At present, a horizontal channel and a vertical channel are both planar devices, a gate only covers one surface of the channel, and a back channel on the other surface is likely to cause poor device performance due to carrier scattering, diffusion of impurities such as H and the like caused by uneven surface. The method for forming the IGZO vertical nanosheets by wet etching has the defect that the over-etching amount is difficult to control, cannot be used in devices with extremely small sizes, and is not beneficial to large-scale integration.
Disclosure of Invention
In view of the above technical problems, the present invention provides a vertical wrap gate thin film transistor and a method for fabricating the same, and a wrap gate transistor having a fully wrapped-around structure can eliminate the instability caused by the back channel. The method for forming the channel layer by utilizing the side wall does not need a wet process to form the nanosheet, so that the method has great application potential in small-size devices.
In order to achieve the above purpose, the invention provides the following technical scheme:
a vertical wrap gate thin film transistor comprises the following components from bottom to top in sequence:
a substrate;
an isolation layer disposed on the substrate;
a source layer disposed on the isolation layer;
an annular thin film channel disposed on the source layer;
a drain layer disposed on the upper portion of the annular thin film channel;
and the vertical fence fills the inside of the annular thin film channel and covers the side wall of the annular channel.

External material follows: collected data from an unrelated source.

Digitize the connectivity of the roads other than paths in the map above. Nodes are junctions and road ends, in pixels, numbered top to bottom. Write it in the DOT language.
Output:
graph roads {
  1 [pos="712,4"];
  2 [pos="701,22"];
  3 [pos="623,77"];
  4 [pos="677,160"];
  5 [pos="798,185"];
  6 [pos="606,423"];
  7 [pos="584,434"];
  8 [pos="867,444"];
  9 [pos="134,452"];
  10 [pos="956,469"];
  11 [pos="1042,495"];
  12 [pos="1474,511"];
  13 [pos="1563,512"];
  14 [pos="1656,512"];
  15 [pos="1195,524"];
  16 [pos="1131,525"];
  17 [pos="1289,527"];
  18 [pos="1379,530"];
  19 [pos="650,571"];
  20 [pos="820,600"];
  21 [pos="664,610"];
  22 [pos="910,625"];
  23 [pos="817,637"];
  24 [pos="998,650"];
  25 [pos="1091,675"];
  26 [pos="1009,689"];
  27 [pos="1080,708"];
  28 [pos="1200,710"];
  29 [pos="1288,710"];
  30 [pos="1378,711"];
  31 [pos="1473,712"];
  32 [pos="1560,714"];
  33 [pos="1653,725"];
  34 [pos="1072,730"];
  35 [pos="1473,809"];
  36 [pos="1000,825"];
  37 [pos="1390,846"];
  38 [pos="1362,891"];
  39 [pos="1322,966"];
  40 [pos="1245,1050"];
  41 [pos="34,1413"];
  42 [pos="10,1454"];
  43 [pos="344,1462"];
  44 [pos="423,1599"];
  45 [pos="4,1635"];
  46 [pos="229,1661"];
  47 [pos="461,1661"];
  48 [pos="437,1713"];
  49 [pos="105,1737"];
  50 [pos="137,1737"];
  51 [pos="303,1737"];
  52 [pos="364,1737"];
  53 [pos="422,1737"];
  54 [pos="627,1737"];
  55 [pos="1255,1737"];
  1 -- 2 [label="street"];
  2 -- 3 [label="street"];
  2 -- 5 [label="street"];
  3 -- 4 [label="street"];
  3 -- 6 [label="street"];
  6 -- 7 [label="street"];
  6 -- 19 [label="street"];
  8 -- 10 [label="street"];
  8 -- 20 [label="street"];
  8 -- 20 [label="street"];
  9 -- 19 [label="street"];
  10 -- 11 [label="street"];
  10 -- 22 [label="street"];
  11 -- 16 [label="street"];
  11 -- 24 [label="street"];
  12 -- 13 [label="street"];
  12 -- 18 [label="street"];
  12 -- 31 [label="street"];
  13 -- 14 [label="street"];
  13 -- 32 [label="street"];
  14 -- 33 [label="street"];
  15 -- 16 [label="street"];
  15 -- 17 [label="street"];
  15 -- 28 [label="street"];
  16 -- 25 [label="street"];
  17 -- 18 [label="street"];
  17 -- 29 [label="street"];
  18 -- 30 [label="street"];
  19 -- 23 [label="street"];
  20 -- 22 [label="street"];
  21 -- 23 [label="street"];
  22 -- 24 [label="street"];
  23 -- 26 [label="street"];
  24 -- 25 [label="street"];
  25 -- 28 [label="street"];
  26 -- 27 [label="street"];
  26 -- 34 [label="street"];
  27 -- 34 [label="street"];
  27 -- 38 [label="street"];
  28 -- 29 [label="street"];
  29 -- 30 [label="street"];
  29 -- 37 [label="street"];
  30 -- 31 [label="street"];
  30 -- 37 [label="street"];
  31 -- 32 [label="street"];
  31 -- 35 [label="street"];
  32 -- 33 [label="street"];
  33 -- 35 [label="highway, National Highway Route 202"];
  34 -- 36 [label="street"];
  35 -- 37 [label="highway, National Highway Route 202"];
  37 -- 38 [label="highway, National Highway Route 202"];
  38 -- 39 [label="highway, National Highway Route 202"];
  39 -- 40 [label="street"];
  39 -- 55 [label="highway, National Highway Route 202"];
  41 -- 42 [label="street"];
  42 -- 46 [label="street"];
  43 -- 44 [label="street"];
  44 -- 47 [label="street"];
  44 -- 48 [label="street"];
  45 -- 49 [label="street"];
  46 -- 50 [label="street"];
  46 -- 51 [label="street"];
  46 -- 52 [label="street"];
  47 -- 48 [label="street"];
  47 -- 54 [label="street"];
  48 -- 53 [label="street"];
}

Meanwhile, the invention also discloses a preparation method of the vertical gate-all-around thin film transistor, which comprises the following steps:
providing a substrate, wherein an isolation layer is arranged on the substrate;
growing a source layer on the isolation layer;
growing a first sacrificial layer on the source electrode layer and etching the first sacrificial layer into a first sacrificial block;
growing a thin film channel layer outside the first sacrificial block, wherein the thin film channel layer coats the first sacrificial block;
growing a second sacrificial layer on the thin film channel layer;
sequentially etching the second sacrificial layer and the film channel layer, etching the second sacrificial layer to form a second sacrificial block, etching the top of the film channel layer to form an annular film channel, wherein the first sacrificial block is positioned inside the annular film channel, and the second sacrificial block covers the outside of the annular film channel;
growing a drain layer on the upper side of the annular thin film channel;
removing the first sacrificial block and the second sacrificial block, and releasing the annular thin film channel layer;
and growing vertical surrounding gates at the positions of the original first sacrificial block and the second sacrificial block and on the upper part of the drain layer.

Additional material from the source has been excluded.